-- WORK ITEM --
Gather all lines with "東蔵前西阿知和線" from the records.

-- Records drawn from a dataset --
════════════════════

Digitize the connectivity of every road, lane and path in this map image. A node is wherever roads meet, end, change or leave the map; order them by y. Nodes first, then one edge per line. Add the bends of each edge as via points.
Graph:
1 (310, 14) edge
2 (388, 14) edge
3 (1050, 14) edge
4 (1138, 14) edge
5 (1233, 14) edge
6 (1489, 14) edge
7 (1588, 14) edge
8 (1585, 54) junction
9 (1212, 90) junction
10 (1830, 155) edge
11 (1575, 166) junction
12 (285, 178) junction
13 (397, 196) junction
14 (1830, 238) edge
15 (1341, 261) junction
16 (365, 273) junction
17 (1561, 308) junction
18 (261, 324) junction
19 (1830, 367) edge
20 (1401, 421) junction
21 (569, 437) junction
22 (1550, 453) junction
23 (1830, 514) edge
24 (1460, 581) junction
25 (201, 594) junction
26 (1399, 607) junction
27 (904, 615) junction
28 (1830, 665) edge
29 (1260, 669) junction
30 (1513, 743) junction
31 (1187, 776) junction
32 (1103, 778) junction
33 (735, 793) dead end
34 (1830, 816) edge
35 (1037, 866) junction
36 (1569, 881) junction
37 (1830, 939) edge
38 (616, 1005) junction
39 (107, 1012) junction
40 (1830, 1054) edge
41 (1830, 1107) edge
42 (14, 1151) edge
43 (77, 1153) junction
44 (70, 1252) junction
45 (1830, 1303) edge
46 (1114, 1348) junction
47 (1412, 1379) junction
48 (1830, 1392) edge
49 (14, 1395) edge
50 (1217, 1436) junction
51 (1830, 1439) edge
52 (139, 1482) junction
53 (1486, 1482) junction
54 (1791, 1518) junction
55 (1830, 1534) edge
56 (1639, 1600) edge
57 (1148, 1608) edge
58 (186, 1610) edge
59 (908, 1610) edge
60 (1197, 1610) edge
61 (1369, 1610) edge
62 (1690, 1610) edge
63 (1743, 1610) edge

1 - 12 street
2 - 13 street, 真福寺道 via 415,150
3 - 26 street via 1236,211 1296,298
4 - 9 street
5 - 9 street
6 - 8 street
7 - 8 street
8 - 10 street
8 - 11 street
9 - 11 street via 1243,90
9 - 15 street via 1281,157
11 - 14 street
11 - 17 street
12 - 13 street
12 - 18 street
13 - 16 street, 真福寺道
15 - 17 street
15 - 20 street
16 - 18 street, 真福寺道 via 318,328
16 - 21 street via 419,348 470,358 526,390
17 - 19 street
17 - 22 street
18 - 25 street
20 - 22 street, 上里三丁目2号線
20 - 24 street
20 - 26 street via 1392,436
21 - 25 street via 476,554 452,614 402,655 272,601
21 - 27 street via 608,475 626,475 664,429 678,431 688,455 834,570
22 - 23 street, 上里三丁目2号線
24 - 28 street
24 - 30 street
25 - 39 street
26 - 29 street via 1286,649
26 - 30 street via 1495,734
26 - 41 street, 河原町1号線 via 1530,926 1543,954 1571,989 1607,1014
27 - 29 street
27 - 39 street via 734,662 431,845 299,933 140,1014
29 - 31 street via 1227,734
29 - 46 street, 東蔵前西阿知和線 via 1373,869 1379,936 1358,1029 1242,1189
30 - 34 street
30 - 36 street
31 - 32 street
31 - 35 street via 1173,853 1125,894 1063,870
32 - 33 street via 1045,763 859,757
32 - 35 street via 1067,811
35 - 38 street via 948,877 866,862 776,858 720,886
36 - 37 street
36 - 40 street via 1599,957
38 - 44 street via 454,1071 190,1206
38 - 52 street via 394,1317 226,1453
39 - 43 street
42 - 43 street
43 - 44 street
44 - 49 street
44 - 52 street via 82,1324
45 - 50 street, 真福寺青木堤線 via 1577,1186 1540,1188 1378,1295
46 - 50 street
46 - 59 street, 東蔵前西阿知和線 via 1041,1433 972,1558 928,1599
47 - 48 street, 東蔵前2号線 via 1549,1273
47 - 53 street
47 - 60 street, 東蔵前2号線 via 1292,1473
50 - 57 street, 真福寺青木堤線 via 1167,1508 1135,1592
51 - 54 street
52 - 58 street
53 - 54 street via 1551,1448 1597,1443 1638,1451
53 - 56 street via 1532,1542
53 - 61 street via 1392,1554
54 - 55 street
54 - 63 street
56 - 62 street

════════════════════

-- SOLUTION FOR THIS EXERCISE --
29 - 46 street, 東蔵前西阿知和線 via 1373,869 1379,936 1358,1029 1242,1189
46 - 59 street, 東蔵前西阿知和線 via 1041,1433 972,1558 928,1599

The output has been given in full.